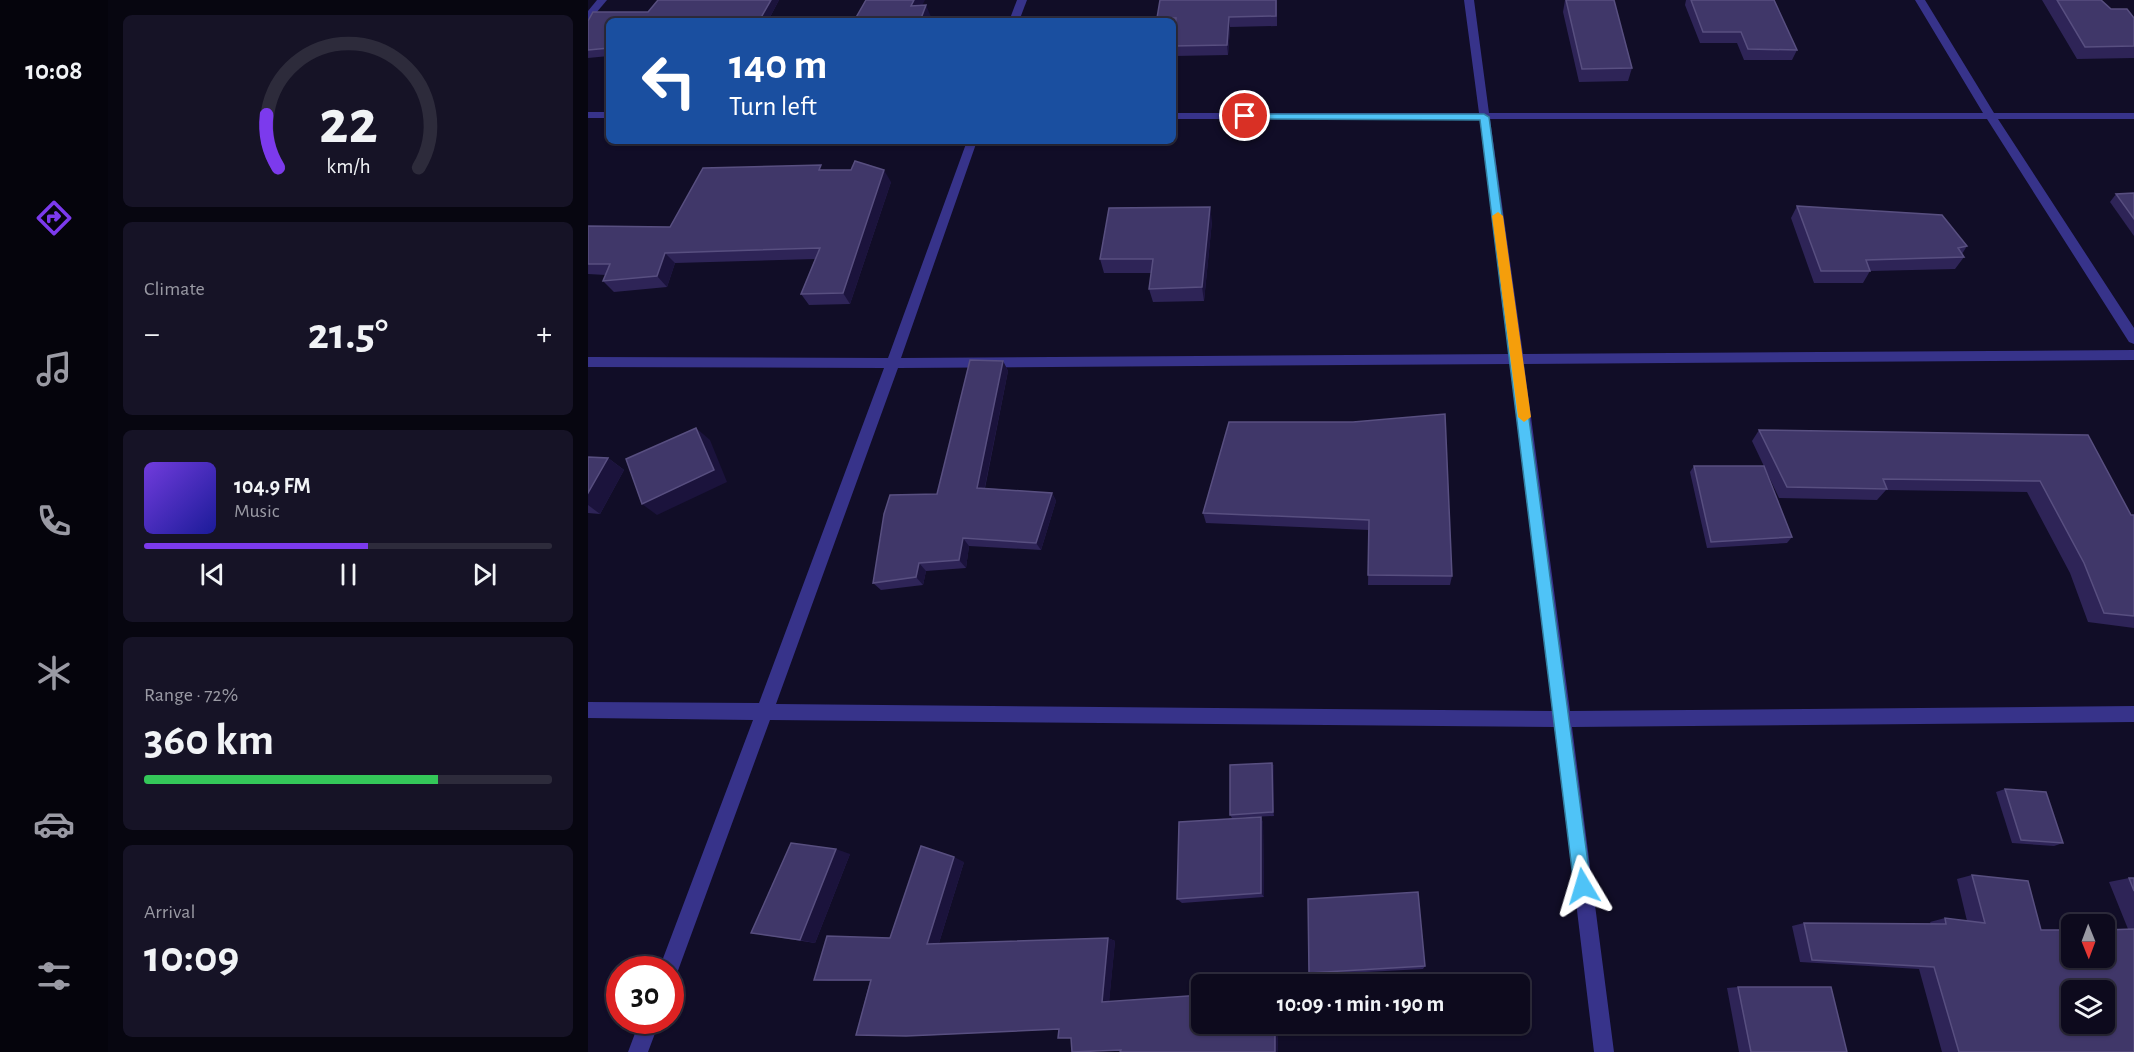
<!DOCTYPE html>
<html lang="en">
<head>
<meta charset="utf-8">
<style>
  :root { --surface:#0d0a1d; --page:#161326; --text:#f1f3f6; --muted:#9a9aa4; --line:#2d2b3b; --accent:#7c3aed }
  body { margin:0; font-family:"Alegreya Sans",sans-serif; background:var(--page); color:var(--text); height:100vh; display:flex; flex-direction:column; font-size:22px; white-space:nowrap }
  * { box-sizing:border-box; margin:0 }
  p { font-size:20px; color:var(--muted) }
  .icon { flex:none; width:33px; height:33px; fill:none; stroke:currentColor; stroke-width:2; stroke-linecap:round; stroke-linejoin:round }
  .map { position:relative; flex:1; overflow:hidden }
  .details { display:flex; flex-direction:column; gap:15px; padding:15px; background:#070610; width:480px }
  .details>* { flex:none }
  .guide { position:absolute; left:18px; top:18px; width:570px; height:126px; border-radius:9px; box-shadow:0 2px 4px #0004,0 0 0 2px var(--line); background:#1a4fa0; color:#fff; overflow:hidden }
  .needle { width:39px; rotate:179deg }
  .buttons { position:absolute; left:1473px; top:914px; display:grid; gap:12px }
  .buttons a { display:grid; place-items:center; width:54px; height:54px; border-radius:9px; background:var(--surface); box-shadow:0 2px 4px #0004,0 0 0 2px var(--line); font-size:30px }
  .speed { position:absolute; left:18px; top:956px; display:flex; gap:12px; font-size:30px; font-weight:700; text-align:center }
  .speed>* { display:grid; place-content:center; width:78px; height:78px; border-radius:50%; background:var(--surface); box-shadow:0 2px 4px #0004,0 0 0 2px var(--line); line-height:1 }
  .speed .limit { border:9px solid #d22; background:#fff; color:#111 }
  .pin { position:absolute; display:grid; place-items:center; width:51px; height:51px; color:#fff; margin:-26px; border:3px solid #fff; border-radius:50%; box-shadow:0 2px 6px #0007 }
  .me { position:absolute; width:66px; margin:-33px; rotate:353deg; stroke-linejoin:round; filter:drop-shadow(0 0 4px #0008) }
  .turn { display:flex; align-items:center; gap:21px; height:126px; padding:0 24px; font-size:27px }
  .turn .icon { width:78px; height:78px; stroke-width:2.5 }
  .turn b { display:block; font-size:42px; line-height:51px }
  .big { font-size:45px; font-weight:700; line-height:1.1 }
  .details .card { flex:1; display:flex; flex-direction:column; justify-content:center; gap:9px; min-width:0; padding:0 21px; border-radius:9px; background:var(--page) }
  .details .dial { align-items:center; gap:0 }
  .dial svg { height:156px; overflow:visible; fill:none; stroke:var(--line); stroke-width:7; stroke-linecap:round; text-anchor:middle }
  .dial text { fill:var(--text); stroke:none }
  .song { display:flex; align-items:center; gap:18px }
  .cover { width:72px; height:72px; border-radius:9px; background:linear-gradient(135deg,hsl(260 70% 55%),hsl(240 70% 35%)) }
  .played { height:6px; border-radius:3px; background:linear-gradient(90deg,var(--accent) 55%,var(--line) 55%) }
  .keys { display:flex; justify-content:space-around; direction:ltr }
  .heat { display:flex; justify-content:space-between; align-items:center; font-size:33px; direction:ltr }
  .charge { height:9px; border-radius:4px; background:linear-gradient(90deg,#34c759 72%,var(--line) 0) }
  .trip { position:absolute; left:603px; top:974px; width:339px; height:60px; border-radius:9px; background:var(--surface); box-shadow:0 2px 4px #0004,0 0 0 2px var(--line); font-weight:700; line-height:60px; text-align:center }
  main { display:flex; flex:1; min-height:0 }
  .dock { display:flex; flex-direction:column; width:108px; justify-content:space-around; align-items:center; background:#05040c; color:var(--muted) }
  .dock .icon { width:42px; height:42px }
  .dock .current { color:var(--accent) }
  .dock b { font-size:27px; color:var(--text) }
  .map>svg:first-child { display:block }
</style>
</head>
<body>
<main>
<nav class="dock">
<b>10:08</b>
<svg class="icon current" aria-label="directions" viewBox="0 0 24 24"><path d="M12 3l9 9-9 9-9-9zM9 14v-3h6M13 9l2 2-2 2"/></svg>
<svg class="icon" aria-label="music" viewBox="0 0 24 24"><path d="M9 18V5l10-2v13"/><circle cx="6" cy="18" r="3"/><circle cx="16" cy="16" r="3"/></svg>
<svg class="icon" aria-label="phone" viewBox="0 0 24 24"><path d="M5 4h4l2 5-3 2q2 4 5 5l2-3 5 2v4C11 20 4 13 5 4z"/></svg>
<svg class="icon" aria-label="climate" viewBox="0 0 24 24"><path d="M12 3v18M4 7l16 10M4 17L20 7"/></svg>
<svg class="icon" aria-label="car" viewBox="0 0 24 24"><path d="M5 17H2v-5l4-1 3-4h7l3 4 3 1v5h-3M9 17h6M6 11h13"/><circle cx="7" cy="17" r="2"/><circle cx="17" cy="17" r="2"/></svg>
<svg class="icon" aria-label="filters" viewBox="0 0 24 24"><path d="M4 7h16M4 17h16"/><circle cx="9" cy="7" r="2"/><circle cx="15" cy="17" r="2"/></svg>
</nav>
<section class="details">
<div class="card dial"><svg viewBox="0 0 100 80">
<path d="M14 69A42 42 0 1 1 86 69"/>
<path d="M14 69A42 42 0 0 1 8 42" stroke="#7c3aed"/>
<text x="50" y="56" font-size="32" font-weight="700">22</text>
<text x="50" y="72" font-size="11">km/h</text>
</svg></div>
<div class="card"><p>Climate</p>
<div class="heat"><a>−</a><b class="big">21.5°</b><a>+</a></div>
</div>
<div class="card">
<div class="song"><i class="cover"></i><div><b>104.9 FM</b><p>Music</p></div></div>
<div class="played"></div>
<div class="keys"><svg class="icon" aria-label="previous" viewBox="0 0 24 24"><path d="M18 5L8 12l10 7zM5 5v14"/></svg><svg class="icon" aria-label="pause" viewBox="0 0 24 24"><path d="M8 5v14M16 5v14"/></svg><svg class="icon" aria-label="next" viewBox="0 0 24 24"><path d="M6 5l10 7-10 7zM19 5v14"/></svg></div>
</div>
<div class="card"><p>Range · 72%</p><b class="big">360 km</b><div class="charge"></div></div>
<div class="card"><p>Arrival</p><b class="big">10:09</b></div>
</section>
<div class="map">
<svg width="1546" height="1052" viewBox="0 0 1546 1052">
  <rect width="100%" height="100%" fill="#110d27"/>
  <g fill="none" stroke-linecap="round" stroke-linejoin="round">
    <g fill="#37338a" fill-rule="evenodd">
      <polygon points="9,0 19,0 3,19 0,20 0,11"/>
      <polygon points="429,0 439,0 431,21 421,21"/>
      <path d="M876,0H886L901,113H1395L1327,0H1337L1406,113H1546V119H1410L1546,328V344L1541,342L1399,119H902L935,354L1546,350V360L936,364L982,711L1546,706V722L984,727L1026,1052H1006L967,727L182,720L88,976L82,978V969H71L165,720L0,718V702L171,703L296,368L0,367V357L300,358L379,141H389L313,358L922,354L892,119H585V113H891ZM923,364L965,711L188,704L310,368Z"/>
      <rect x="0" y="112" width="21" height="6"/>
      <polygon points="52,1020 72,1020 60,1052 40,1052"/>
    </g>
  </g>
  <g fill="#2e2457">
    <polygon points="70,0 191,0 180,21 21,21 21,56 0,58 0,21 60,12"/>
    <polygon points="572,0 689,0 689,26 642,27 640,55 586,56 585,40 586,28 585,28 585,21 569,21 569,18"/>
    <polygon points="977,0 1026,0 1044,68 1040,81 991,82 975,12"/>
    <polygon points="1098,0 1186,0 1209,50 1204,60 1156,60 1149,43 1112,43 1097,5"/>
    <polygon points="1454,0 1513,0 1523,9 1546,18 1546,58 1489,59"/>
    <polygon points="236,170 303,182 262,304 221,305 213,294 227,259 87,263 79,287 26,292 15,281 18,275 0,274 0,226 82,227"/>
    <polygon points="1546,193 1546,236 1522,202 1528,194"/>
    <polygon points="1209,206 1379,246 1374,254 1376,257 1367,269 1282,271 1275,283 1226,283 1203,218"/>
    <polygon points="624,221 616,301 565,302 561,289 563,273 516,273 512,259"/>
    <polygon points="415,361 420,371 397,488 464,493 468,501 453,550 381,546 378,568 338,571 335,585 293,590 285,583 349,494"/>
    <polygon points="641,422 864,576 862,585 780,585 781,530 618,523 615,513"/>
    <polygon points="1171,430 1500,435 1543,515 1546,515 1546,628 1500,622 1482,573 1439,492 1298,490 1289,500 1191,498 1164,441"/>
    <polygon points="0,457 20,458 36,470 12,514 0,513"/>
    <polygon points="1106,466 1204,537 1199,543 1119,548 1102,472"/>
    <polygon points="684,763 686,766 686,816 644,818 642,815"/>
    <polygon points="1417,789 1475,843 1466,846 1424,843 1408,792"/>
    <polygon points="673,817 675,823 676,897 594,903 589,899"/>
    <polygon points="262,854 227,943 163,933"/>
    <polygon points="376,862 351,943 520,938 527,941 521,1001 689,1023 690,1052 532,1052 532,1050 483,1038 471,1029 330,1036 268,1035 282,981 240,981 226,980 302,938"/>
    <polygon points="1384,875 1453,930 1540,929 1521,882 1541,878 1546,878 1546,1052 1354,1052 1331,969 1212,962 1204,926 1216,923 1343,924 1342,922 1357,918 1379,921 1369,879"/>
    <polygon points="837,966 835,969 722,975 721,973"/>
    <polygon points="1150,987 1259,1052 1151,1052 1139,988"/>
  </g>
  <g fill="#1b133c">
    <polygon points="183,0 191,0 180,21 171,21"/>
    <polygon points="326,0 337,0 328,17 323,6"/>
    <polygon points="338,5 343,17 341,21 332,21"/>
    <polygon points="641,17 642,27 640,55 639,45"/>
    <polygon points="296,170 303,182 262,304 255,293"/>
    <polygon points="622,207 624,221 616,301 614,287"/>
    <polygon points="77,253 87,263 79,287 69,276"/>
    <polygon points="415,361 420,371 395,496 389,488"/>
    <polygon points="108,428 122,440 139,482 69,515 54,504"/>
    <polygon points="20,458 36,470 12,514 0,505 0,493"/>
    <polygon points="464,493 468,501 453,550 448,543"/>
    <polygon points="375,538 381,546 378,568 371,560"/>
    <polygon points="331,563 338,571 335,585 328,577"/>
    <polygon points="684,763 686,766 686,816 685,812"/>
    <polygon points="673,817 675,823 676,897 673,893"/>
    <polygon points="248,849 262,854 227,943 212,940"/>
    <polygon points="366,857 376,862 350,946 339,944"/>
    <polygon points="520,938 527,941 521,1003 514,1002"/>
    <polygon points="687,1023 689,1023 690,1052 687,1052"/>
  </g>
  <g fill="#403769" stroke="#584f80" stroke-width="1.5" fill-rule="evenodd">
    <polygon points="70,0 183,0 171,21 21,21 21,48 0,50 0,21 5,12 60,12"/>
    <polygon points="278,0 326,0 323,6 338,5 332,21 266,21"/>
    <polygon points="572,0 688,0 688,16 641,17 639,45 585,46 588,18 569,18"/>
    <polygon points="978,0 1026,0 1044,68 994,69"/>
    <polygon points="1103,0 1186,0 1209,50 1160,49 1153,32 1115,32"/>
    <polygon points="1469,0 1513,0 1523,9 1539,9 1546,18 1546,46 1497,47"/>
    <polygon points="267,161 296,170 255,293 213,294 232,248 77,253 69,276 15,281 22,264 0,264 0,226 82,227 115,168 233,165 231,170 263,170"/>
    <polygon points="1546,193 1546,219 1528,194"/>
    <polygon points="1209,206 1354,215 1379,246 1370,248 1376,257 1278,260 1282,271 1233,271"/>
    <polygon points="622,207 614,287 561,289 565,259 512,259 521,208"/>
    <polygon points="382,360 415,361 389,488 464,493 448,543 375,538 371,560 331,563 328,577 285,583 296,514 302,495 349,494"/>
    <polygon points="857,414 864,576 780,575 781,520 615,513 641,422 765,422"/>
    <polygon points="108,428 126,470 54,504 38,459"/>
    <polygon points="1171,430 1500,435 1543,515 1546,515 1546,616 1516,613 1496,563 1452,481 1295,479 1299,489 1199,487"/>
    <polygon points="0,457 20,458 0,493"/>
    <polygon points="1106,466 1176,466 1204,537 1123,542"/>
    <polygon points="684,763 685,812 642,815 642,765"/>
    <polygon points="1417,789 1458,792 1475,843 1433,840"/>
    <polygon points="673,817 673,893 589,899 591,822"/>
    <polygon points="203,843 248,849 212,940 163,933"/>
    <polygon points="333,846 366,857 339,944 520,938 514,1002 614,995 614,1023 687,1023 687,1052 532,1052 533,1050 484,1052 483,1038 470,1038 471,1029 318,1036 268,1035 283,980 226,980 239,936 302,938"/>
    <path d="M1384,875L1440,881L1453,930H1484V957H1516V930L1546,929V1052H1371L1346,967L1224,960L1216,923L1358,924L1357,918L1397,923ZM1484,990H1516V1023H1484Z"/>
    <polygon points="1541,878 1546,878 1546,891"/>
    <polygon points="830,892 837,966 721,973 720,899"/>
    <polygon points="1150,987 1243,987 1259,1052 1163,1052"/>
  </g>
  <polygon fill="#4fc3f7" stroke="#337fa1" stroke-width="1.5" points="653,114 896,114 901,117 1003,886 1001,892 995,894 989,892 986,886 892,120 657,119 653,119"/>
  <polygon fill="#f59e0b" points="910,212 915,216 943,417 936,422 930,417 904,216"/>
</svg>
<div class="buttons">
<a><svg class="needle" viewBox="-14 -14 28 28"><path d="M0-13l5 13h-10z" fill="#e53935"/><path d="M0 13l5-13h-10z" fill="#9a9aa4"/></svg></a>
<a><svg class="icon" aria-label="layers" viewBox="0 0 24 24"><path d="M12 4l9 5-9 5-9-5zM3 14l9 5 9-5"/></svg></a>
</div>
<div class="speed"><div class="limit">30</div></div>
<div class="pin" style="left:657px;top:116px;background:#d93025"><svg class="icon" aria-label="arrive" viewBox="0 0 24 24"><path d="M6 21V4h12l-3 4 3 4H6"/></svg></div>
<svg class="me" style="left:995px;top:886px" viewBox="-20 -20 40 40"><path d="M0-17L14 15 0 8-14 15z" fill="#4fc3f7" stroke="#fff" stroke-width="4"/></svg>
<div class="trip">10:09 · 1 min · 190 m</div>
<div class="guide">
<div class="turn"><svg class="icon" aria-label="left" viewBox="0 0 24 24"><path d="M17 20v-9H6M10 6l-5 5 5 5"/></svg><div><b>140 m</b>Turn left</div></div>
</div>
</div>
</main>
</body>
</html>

• **What you need to do**
Above this task is a listing. Restate, word for word and with nothing added, the lines from the one with "864,576 862,585 780,585" through the one with "1204,537 1199,543 1119,548".

• **Answer to the problem**
    <polygon points="641,422 864,576 862,585 780,585 781,530 618,523 615,513"/>
    <polygon points="1171,430 1500,435 1543,515 1546,515 1546,628 1500,622 1482,573 1439,492 1298,490 1289,500 1191,498 1164,441"/>
    <polygon points="0,457 20,458 36,470 12,514 0,513"/>
    <polygon points="1106,466 1204,537 1199,543 1119,548 1102,472"/>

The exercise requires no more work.